Scan the material below and copy every line holding the word "ซอยบ".

┌─ DATA TO PROCESS

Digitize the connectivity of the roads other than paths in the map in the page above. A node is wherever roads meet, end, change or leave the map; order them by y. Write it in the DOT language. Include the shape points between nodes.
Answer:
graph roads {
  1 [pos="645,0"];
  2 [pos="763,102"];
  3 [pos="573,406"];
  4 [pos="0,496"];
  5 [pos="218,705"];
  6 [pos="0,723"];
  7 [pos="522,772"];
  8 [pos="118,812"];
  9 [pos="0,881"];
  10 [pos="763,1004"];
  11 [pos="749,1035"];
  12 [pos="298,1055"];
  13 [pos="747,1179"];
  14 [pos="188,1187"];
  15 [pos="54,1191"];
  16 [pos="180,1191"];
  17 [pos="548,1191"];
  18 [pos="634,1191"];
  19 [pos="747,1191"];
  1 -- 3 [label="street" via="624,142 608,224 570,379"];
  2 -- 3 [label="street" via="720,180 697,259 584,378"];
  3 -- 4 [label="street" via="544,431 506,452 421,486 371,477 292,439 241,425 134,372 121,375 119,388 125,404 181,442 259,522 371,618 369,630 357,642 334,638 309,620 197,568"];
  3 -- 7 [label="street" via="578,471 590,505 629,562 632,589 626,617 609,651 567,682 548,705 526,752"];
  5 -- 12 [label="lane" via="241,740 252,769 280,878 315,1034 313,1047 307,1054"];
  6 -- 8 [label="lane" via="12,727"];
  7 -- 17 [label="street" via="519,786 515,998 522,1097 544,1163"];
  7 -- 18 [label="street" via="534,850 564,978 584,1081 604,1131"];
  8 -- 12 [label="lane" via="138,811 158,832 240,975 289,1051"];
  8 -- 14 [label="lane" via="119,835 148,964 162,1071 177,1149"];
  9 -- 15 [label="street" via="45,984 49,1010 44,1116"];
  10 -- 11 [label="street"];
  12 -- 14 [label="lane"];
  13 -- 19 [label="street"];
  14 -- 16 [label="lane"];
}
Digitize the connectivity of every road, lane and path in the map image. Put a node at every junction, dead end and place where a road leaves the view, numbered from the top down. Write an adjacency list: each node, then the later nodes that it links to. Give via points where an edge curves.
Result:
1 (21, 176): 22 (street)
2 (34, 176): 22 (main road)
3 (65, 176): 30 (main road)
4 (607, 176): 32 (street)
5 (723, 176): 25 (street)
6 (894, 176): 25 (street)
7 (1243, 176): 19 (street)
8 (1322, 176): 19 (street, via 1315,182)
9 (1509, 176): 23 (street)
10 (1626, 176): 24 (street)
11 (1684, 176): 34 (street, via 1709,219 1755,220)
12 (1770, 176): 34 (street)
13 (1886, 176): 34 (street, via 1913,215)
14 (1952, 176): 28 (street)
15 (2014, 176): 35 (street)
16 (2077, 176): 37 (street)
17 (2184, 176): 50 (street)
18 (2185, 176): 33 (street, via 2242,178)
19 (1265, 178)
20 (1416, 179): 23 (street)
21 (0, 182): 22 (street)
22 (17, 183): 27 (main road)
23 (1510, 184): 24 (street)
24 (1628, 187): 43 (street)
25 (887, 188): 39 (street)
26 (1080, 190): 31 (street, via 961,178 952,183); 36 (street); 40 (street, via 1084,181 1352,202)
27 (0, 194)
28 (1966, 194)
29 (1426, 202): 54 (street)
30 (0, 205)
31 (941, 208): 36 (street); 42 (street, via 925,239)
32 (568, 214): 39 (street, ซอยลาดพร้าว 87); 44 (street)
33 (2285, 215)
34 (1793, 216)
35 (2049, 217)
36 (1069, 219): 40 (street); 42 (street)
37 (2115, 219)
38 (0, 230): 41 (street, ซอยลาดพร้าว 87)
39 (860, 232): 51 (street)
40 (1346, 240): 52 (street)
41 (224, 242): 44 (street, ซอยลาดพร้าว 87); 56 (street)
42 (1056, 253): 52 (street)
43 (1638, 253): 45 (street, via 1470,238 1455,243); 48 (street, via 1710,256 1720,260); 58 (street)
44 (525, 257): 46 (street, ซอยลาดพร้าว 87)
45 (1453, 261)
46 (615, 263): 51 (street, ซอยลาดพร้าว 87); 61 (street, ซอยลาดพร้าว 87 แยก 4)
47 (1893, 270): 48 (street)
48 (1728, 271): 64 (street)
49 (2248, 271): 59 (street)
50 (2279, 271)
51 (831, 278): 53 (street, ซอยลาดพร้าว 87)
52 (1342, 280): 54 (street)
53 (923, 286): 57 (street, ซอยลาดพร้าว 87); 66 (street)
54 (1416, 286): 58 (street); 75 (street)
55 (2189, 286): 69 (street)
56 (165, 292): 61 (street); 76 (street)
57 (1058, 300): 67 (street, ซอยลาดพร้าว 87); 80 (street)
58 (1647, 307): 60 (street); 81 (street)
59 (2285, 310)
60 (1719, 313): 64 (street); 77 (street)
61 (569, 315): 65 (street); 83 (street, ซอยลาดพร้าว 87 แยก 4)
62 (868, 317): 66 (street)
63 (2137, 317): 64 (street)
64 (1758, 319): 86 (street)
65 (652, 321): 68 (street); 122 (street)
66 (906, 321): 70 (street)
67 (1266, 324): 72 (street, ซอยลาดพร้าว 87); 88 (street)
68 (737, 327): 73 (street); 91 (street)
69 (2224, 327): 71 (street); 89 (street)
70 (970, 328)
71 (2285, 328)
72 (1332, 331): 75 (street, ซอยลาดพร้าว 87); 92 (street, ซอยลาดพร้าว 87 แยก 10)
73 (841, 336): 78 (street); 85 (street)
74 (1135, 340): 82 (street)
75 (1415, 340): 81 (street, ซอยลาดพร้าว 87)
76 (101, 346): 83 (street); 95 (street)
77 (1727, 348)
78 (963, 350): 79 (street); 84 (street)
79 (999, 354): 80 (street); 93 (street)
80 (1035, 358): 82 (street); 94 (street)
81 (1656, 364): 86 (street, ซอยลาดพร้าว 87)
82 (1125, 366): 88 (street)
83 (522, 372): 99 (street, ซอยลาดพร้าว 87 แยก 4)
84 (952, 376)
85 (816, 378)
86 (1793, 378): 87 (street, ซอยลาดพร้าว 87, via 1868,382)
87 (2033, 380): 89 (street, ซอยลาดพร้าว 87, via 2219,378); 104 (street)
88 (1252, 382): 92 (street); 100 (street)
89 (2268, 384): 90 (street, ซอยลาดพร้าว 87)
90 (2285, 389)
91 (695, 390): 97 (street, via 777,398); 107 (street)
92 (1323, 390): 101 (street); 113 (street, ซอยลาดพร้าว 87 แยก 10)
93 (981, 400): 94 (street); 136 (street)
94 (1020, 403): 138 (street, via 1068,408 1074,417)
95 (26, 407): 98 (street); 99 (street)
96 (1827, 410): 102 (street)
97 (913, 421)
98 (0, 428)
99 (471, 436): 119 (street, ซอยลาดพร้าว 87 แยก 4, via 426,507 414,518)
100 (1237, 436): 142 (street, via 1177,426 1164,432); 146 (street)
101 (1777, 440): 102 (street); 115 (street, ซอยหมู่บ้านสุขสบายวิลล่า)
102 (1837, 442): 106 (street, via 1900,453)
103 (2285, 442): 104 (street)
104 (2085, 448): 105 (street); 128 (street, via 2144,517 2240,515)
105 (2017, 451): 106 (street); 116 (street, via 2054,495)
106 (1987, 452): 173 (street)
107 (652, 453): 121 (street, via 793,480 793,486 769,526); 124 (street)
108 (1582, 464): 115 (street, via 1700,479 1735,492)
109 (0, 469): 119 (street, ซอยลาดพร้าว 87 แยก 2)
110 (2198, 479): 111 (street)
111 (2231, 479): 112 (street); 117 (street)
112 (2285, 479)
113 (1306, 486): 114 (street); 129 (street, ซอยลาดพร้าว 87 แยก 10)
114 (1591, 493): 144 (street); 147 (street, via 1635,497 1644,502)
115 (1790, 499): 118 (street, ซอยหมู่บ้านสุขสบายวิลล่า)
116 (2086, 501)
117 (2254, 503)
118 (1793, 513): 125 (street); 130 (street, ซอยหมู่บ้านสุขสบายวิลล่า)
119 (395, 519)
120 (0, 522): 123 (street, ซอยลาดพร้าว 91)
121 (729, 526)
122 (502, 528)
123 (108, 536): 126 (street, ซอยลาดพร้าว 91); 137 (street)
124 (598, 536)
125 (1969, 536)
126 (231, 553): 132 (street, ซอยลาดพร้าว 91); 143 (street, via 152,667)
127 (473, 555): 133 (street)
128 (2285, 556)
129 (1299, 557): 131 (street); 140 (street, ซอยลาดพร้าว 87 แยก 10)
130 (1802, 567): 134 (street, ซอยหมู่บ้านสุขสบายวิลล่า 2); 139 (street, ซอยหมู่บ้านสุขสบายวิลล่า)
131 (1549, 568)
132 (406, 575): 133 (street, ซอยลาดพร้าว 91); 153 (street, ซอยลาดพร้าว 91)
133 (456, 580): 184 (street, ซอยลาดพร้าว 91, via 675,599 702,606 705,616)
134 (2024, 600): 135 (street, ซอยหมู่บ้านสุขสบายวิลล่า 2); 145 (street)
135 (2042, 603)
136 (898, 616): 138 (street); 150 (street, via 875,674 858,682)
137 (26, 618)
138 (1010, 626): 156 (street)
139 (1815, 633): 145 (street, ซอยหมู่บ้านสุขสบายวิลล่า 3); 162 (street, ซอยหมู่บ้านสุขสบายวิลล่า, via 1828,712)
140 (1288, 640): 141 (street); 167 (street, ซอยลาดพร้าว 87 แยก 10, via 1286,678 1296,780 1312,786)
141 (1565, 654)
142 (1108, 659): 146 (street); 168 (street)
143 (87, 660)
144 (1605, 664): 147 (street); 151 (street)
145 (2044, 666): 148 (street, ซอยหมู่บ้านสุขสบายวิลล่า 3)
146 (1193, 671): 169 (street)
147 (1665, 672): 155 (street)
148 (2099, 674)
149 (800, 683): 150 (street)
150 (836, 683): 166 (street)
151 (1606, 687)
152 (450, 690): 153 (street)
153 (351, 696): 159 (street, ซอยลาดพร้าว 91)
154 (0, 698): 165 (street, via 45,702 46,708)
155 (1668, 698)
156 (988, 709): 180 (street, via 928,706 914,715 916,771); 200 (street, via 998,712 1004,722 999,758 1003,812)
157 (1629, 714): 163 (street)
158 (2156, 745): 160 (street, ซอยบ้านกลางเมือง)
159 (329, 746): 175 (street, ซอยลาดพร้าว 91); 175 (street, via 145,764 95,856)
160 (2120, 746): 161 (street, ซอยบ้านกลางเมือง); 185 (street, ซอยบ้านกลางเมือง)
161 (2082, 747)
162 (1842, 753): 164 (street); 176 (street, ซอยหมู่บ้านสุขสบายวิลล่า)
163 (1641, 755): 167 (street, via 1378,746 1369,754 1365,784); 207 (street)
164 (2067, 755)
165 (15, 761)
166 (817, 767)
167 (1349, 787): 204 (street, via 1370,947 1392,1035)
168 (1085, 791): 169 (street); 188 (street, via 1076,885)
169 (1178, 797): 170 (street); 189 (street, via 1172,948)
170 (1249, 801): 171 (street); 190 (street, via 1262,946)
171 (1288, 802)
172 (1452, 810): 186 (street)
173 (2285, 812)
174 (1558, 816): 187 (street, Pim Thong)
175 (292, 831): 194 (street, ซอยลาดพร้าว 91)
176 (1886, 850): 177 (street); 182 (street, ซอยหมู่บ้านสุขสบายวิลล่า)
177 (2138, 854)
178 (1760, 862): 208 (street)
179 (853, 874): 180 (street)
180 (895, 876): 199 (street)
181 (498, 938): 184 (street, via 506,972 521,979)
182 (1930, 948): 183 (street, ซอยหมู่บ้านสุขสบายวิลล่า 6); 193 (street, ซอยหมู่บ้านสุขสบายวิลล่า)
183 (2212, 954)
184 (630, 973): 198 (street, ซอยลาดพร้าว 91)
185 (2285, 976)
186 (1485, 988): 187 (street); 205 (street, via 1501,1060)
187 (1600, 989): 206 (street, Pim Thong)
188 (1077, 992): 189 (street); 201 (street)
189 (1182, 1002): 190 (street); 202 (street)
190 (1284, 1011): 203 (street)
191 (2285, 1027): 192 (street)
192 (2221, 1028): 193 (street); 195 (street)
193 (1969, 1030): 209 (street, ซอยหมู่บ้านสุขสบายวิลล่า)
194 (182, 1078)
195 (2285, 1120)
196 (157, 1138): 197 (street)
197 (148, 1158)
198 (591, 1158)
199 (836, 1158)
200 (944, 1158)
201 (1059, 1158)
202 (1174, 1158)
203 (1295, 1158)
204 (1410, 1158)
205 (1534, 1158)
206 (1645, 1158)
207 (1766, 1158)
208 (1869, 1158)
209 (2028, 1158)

└─

** SOLUTION TO THIS EXERCISE **
158 (2156, 745): 160 (street, ซอยบ้านกลางเมือง)
160 (2120, 746): 161 (street, ซอยบ้านกลางเมือง); 185 (street, ซอยบ้านกลางเมือง)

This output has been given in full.